Microparticles bearing RGD peptide promote integrin αvβ3‐dependent platelet adhesion in isolated, pressurized cerebral artery

Platelet‐derived microvesicles (PMVs, <500 nm) play a role in thrombotic diseases. How PMVs promote platelet adhesion is poorly understood. To dissect mechanisms we established a method for real‐time imaging of microparticle (MP) and platelet adhesion in intact, perfused arteries. Platelets, with or without prior administration of arginine‐glycine‐aspartate (RGD)‐coated, ironoxide MPs (RGD‐MP, ~700nm, Alexa‐488‐enriched) were delivered intraluminally into isolated, pressurized rat cerebral artery. Individual binding events were observed with high‐speed fluorescence imaging under constant flow (10 μl/min).
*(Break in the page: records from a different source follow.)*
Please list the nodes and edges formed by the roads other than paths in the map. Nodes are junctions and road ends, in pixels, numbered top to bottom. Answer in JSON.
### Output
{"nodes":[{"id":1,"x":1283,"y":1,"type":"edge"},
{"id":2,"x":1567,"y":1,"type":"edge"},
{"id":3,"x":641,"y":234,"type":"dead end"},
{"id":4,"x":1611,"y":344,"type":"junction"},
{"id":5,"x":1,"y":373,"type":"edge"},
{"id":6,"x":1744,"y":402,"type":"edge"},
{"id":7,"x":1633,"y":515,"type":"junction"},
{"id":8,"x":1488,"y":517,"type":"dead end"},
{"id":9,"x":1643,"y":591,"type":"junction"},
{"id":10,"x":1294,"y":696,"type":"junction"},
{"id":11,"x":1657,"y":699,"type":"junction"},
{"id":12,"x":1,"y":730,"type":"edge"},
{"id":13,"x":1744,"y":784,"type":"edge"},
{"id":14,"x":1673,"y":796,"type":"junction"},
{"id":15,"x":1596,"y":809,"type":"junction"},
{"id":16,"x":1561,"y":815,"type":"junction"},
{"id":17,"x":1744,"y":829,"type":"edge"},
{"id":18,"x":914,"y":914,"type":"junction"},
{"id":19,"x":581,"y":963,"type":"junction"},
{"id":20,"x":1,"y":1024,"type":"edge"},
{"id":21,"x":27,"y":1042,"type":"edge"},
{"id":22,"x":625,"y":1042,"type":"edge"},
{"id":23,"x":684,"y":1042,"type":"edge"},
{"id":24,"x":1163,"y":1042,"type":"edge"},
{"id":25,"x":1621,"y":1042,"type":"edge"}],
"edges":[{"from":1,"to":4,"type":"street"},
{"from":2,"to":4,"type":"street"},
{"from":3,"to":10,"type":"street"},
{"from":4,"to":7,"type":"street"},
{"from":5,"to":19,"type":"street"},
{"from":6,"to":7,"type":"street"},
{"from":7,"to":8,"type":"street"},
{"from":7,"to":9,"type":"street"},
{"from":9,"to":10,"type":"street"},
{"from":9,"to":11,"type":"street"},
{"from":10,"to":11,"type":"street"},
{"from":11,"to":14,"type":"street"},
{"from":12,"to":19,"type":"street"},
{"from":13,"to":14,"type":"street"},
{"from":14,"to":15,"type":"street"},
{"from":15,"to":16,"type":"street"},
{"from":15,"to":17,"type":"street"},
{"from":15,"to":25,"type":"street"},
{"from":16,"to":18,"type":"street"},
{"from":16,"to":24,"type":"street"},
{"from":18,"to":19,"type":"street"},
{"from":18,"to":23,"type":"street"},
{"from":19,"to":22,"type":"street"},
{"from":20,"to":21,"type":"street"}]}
We detected firm binding of RGD‐MPs on endothelium surface (130±51/mm2), which was reduced by adhesion‐blocking integrin αv antibody. RGD‐MP binding was enhanced (290±73/mm2) by pro‐inflammatory cytokine TNF, which also increased vascular expression of integrin αv. Endothelial adhesion of platelets was 14±3 event/mm2 in naïve arteries, which significantly increased by TNF (48±10/mm2). Prior administration of RGD‐MPs induced greater adhesion of platelets in naïve arteries (78±10/mm2), whereas RGD peptide solution or scrambled RDG peptide‐coated MPs had no effect. Thus, we demonstrate the multivalent RGD‐MP ‐ compared to free ligand in form of RGD peptide ‐ as a more effective construct to promote αvβ3‐dependent adhesion of platelets in the intact cerebral artery.